Saved data entries

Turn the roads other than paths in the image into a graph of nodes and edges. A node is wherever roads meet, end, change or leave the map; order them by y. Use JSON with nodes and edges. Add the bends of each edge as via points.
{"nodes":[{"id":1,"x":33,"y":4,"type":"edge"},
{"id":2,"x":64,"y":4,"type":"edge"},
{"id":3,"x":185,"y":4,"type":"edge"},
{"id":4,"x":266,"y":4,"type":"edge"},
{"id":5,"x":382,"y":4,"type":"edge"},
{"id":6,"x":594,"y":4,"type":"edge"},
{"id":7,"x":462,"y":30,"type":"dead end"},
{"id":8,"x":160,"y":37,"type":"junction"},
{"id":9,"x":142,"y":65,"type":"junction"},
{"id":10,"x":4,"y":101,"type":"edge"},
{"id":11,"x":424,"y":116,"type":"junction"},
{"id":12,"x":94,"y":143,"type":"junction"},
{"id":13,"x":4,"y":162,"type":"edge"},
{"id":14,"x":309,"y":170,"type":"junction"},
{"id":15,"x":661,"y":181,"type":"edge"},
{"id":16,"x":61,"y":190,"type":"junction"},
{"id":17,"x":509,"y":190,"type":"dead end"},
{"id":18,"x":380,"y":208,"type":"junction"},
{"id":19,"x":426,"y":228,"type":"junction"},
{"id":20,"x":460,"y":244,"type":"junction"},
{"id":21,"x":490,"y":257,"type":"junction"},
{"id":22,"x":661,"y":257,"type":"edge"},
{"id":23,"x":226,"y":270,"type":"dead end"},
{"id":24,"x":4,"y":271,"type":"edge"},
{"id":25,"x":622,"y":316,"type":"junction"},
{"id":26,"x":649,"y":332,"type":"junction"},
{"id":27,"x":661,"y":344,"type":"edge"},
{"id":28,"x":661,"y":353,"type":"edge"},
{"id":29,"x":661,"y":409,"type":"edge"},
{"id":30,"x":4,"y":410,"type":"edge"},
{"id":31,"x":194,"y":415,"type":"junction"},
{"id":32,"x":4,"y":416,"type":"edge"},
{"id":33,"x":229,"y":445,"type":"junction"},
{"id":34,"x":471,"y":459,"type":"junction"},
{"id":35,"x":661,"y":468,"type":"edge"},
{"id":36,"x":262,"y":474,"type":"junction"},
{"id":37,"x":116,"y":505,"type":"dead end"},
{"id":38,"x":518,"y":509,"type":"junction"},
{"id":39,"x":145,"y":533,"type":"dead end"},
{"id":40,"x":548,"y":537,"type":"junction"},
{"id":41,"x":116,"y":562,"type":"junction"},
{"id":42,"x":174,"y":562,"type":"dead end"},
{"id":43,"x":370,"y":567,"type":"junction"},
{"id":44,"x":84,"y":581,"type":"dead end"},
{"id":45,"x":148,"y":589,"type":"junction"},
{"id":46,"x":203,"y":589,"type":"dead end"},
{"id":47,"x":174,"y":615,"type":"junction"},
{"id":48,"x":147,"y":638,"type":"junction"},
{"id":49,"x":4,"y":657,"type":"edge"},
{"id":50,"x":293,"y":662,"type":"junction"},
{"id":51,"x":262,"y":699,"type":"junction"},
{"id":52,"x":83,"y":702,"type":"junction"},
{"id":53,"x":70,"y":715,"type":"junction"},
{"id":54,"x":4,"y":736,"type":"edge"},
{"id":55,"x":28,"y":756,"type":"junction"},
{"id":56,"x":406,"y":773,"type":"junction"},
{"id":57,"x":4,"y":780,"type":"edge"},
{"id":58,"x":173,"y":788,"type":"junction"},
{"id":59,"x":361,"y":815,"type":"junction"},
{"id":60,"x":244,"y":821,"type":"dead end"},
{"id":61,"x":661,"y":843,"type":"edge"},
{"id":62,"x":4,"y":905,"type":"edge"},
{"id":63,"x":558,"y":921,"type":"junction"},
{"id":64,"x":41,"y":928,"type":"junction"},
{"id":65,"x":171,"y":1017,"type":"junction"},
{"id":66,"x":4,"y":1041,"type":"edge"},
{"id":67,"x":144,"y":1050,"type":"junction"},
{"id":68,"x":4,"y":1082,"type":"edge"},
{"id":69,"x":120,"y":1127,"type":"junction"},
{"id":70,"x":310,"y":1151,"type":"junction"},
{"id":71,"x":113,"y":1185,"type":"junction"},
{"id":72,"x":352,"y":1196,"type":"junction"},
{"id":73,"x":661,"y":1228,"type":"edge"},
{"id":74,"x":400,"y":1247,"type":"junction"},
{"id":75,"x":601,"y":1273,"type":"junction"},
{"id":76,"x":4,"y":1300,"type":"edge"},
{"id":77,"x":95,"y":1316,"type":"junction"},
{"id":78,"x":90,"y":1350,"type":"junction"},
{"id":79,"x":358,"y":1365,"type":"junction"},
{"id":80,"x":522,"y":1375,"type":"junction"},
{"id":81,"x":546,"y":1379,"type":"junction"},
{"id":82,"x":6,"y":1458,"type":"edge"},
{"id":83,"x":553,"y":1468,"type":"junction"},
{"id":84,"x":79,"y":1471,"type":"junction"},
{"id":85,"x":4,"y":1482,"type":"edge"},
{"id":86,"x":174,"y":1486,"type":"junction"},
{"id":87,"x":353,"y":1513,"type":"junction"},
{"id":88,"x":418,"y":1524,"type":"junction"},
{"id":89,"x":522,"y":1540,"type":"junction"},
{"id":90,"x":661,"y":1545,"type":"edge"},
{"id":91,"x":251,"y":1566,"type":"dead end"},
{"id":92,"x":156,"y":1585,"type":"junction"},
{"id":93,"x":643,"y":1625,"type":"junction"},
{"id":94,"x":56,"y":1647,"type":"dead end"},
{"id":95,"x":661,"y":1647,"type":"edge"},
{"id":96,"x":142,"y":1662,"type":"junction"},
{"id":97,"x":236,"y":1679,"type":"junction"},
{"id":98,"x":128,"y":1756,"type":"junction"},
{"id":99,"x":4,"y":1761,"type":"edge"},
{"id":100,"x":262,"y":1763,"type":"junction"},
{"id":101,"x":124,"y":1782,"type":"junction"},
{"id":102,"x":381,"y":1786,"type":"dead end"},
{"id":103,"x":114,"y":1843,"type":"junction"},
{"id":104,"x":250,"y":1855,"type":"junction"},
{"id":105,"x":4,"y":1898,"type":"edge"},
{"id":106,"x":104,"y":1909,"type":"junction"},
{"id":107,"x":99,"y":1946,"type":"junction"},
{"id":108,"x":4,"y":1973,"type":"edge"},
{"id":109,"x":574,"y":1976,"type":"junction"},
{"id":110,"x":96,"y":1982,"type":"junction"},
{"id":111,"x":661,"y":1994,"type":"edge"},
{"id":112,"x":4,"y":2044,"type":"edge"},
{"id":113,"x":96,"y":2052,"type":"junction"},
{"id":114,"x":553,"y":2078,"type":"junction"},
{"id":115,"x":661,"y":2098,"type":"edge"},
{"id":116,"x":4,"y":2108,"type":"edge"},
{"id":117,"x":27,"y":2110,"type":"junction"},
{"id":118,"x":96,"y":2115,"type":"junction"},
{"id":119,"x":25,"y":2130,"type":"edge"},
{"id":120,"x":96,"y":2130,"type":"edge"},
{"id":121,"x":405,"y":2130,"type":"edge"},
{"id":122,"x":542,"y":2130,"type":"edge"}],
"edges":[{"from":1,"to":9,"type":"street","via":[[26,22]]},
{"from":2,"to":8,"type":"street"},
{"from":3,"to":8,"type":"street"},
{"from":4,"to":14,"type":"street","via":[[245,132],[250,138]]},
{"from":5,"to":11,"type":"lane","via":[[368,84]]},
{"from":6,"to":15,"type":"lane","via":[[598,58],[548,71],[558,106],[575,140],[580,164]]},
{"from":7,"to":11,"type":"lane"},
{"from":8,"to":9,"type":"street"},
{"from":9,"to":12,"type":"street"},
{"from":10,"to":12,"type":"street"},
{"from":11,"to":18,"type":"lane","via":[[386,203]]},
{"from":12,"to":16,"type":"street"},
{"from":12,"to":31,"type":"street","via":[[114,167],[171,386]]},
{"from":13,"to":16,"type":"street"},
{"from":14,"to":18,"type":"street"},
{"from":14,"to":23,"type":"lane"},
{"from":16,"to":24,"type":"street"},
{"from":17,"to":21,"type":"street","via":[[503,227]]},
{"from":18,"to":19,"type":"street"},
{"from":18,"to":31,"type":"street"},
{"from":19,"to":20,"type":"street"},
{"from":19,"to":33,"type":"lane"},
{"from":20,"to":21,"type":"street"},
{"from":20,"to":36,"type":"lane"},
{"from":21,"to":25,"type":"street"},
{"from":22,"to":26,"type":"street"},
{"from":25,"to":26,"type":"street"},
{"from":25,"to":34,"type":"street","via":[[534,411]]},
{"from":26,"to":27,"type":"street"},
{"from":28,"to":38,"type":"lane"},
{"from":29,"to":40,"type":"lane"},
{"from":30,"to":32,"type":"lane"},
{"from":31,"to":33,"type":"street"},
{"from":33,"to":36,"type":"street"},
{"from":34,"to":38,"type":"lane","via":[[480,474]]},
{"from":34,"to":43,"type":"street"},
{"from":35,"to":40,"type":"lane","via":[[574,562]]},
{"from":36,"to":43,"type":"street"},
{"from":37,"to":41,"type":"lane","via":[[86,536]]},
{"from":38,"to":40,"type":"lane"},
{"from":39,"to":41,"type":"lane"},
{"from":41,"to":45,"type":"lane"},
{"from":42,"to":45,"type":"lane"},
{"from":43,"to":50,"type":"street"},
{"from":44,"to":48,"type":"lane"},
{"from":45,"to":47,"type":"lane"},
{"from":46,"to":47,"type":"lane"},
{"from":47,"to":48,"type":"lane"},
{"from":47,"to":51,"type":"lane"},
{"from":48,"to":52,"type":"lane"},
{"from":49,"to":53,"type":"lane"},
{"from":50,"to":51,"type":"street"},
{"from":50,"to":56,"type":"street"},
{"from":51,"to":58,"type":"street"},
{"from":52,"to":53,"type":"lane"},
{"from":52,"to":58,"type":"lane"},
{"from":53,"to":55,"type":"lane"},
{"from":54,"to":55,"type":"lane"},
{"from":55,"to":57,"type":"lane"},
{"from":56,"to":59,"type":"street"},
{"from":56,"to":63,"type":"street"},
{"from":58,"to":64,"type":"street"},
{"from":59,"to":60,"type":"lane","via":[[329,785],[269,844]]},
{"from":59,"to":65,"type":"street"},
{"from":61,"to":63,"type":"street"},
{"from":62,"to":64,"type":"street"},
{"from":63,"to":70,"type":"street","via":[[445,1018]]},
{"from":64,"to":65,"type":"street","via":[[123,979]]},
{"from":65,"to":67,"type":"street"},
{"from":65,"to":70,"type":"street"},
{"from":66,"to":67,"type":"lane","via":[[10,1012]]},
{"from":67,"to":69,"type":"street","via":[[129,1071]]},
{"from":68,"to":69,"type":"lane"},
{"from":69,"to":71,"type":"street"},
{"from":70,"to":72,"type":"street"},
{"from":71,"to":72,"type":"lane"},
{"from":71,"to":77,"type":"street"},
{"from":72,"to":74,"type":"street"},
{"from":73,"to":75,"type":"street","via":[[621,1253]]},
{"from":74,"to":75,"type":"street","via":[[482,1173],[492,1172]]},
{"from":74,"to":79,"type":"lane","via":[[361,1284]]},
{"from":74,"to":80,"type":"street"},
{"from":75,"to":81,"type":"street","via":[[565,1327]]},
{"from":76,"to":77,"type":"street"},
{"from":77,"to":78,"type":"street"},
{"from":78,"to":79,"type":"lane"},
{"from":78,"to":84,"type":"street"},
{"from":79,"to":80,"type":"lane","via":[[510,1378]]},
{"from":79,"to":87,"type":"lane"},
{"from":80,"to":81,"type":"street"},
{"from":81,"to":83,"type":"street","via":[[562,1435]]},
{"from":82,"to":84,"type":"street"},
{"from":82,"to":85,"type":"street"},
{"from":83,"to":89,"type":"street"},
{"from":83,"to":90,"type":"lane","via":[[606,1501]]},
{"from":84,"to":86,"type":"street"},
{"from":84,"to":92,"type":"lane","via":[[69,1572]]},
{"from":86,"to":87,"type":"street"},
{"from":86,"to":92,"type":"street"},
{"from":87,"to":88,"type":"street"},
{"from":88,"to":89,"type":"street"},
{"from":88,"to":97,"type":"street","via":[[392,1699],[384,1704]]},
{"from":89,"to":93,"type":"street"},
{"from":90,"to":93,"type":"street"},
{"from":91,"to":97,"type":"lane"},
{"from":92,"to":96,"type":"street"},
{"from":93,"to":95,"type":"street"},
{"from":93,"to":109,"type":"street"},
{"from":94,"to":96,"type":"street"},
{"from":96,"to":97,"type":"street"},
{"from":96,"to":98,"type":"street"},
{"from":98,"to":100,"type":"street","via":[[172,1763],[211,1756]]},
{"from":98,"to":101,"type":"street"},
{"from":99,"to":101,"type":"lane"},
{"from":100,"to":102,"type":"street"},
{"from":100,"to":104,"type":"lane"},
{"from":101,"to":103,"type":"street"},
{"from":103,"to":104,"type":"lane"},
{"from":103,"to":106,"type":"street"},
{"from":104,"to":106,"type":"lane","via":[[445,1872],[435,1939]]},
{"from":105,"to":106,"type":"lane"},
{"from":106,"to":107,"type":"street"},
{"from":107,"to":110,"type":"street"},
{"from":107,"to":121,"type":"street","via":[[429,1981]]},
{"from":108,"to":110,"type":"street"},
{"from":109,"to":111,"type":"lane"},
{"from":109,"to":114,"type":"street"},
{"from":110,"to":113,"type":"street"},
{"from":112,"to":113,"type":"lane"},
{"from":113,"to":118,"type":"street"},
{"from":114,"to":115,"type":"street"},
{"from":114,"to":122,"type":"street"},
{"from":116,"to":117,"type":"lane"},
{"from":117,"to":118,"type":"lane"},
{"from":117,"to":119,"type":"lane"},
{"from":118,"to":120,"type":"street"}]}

◆ **Directions for this task**:
Scan the lines above for the word "nodes", then copy each line that has it.

◆ **Result of the exercise**:
Turn the roads other than paths in the image into a graph of nodes and edges. A node is wherever roads meet, end, change or leave the map; order them by y. Use JSON with nodes and edges. Add the bends of each edge as via points.
{"nodes":[{"id":1,"x":33,"y":4,"type":"edge"},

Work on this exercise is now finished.